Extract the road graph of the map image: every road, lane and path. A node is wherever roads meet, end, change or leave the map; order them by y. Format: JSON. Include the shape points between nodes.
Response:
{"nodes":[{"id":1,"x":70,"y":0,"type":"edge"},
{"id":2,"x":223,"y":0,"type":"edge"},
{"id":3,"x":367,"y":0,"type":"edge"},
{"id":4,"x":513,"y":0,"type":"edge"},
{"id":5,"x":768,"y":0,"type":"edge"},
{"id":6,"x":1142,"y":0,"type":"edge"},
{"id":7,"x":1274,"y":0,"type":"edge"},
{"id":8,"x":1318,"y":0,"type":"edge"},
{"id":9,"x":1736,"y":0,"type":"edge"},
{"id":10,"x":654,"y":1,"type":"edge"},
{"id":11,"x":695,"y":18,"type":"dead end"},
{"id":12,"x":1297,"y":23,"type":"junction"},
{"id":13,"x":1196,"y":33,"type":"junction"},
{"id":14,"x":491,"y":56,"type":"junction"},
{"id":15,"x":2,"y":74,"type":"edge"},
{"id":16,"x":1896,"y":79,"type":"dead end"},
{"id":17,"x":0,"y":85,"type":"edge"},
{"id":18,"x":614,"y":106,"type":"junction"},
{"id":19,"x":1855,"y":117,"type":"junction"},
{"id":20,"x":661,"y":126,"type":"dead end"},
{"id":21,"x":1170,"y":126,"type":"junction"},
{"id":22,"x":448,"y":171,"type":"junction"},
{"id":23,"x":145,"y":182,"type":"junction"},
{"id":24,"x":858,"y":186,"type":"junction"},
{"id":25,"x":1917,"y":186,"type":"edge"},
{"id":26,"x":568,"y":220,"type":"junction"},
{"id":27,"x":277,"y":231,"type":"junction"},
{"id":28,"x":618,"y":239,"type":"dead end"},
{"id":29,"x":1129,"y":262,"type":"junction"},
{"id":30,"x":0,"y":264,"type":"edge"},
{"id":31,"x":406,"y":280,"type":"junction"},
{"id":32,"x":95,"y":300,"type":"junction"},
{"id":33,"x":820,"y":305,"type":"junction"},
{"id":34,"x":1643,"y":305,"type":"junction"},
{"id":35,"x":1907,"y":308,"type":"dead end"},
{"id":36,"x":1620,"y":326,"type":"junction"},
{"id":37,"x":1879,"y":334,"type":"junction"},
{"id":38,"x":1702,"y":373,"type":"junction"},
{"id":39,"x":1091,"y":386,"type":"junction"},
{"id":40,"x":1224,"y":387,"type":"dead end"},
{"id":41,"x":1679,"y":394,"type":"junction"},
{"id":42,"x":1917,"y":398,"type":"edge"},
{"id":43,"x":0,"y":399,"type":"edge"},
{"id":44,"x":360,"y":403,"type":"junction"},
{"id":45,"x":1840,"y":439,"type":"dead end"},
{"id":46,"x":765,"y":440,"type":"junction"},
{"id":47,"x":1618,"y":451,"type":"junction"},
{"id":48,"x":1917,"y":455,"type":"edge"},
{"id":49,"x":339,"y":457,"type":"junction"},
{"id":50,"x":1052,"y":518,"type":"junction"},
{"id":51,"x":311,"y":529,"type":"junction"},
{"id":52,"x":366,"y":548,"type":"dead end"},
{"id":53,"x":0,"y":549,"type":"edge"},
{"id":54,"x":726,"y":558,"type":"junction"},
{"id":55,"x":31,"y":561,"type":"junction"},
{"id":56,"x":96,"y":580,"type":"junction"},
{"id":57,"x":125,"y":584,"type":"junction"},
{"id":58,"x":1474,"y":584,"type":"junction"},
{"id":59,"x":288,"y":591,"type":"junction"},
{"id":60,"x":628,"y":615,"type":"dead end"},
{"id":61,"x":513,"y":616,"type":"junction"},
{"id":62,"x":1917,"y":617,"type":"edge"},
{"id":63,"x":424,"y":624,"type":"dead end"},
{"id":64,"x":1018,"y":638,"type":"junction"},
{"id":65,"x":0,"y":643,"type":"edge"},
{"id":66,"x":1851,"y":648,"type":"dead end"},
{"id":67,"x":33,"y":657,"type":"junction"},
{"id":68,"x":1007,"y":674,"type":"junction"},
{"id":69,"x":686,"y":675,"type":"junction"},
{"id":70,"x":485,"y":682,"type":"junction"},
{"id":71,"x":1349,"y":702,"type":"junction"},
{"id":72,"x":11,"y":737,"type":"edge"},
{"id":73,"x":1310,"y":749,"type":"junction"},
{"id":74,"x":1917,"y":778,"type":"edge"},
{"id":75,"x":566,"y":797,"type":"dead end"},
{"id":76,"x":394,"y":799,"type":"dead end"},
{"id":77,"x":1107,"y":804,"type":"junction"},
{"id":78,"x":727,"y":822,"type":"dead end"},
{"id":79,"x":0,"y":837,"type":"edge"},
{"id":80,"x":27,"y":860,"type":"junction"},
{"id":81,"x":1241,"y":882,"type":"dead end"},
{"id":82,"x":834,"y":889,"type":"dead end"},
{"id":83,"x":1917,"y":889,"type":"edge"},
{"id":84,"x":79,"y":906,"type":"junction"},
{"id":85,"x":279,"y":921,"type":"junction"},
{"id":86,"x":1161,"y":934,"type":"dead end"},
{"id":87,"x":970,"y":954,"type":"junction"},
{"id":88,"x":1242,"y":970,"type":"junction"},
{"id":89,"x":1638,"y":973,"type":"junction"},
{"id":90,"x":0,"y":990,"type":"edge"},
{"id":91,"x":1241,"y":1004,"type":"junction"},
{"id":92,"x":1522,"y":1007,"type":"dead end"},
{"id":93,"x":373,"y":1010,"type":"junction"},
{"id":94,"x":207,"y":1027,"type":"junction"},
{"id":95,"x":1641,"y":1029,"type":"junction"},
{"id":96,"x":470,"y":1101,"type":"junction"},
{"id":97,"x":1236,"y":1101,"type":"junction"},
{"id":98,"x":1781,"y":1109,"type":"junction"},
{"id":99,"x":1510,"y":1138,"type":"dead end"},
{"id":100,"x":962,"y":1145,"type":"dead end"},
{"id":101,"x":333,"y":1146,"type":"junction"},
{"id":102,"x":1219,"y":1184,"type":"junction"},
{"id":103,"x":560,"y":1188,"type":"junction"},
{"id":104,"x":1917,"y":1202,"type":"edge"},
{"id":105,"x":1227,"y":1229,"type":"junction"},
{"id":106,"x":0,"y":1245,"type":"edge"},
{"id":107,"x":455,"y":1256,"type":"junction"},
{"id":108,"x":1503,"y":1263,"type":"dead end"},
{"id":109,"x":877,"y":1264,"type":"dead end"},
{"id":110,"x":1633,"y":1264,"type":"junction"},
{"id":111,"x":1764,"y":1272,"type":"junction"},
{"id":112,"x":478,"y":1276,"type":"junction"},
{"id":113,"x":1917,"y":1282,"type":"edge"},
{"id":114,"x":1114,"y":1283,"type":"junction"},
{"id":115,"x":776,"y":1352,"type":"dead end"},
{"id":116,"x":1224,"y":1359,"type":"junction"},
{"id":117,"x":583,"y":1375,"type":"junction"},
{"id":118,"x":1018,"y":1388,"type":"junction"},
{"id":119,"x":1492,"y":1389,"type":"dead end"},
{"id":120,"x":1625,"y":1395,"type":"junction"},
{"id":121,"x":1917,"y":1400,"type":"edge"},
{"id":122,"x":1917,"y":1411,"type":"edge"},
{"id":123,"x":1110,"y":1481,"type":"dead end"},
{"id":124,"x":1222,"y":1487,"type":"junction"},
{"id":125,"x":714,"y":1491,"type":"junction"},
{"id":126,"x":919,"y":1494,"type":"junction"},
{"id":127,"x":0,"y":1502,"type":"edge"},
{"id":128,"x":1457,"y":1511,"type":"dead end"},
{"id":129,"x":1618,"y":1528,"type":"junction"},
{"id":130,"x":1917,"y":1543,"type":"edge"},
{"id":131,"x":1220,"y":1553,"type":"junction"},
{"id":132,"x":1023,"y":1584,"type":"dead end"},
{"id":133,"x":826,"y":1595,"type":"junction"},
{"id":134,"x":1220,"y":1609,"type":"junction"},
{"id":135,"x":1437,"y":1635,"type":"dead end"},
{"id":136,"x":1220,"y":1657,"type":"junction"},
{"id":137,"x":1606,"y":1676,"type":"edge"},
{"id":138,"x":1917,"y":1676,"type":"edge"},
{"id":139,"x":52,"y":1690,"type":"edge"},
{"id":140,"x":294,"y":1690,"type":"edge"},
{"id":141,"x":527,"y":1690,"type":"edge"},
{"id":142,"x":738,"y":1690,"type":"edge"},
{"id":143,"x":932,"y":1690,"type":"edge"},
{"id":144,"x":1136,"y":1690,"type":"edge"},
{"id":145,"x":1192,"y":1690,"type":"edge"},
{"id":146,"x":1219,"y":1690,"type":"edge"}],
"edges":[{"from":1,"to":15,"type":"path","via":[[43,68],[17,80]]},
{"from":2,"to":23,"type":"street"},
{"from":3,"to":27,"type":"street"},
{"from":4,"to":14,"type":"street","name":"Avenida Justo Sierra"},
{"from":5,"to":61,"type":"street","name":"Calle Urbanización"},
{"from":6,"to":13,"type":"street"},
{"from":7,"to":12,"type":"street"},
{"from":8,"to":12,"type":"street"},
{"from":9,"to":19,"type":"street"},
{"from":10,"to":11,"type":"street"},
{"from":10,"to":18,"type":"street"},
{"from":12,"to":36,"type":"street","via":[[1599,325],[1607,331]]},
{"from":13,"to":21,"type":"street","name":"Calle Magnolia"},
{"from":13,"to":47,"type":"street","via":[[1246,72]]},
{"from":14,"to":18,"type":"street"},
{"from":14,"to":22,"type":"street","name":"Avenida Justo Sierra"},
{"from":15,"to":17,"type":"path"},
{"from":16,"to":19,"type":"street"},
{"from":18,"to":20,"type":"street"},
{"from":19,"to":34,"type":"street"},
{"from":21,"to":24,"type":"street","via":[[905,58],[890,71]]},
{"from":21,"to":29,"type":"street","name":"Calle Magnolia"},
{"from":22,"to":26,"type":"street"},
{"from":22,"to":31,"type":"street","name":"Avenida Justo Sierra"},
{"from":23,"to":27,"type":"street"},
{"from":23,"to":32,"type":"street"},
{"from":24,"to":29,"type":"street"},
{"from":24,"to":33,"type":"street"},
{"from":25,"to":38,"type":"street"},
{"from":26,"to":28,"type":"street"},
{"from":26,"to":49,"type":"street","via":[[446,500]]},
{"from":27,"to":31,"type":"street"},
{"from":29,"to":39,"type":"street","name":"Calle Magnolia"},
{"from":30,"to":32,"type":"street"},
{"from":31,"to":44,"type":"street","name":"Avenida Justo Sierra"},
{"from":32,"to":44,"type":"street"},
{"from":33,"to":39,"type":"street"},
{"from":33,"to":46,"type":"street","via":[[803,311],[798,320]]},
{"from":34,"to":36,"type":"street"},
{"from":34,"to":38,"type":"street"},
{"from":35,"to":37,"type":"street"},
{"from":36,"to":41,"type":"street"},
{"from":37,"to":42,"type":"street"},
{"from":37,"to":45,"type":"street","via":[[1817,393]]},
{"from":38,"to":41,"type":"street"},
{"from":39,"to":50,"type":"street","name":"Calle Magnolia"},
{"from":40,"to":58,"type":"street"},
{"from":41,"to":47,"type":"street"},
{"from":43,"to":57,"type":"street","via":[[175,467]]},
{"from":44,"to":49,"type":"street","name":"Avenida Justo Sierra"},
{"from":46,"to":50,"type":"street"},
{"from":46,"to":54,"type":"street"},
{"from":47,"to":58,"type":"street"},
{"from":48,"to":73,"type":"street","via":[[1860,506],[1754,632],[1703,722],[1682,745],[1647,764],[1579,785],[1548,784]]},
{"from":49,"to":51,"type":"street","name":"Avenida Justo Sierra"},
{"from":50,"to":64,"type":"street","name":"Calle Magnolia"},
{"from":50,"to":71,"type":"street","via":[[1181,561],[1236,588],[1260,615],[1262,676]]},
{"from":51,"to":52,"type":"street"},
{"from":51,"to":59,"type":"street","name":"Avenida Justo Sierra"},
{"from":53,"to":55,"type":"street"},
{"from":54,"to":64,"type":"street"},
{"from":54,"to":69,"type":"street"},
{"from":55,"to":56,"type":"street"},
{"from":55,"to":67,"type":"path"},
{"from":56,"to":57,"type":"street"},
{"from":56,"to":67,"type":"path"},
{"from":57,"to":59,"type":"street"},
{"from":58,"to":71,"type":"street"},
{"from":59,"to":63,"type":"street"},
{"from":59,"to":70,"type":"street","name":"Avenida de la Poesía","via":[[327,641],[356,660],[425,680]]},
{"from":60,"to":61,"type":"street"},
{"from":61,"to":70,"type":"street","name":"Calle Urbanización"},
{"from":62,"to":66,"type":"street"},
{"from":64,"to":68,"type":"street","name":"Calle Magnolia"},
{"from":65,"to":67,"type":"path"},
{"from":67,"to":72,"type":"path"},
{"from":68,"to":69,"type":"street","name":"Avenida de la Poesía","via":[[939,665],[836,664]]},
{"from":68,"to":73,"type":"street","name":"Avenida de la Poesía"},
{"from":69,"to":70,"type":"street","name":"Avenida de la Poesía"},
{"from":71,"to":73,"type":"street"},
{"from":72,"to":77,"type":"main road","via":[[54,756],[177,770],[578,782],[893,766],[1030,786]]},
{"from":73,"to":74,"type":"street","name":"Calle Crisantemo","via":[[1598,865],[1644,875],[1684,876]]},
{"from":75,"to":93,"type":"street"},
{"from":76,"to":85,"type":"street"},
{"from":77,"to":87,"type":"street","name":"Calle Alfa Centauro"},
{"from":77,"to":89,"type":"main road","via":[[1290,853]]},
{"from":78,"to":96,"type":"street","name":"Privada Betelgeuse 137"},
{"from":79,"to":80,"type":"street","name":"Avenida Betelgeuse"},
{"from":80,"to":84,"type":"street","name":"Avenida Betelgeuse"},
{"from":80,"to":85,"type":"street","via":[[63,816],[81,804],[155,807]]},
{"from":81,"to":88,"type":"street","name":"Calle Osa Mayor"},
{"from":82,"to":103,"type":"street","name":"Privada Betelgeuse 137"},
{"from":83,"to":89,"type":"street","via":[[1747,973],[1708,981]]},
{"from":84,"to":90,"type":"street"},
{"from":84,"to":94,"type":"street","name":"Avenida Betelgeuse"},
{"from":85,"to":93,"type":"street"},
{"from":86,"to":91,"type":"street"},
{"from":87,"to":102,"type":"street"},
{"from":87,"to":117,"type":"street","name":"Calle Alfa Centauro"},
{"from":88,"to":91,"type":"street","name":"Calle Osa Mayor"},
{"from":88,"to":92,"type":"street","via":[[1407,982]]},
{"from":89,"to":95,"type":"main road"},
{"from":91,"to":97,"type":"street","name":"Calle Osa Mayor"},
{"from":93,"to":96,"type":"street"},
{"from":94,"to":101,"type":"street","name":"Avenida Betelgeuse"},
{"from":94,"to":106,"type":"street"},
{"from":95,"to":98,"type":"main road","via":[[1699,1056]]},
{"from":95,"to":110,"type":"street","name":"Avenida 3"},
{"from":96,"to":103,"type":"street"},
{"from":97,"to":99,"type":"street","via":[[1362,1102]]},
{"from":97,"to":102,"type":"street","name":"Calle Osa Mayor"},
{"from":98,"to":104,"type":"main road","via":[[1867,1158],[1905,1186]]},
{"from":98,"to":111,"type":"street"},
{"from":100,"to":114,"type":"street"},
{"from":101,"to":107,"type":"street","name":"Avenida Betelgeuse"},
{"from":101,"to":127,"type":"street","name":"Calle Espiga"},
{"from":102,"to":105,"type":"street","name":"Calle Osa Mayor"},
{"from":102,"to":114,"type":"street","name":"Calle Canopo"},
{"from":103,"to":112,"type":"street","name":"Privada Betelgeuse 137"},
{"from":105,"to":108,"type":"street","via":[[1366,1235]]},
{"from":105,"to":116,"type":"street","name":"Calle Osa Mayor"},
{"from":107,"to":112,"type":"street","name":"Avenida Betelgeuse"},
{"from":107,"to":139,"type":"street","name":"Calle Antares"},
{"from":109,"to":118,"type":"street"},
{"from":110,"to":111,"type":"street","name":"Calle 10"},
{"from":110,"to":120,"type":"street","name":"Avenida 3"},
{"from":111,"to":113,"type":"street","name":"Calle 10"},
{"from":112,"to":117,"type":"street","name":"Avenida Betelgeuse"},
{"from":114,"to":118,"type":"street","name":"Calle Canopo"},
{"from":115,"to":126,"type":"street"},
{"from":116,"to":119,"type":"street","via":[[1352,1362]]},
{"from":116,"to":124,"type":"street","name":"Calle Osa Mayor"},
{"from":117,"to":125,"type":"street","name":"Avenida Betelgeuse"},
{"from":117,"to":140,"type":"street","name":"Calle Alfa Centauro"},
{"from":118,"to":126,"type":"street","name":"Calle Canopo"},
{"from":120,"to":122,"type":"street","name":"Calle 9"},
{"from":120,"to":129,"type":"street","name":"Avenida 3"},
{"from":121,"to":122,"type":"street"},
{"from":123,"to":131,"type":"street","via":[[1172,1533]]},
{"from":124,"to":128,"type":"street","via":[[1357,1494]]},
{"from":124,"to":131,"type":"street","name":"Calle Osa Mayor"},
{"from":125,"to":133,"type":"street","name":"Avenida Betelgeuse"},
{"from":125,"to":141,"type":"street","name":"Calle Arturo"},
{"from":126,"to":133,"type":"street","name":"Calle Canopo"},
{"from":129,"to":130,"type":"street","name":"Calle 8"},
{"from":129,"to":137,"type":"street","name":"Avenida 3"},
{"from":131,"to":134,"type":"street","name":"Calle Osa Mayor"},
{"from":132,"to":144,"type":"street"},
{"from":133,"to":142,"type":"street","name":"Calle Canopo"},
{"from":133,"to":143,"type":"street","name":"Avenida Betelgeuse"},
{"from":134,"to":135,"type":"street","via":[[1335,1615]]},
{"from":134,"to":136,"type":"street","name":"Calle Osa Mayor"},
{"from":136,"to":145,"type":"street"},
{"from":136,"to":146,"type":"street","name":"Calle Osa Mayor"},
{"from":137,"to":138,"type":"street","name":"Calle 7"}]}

• • •

## WHAT TO DO
Search the entries above for lines holding the string "Canopo", then report only how many there are.

## WRITTEN RESPONSE
5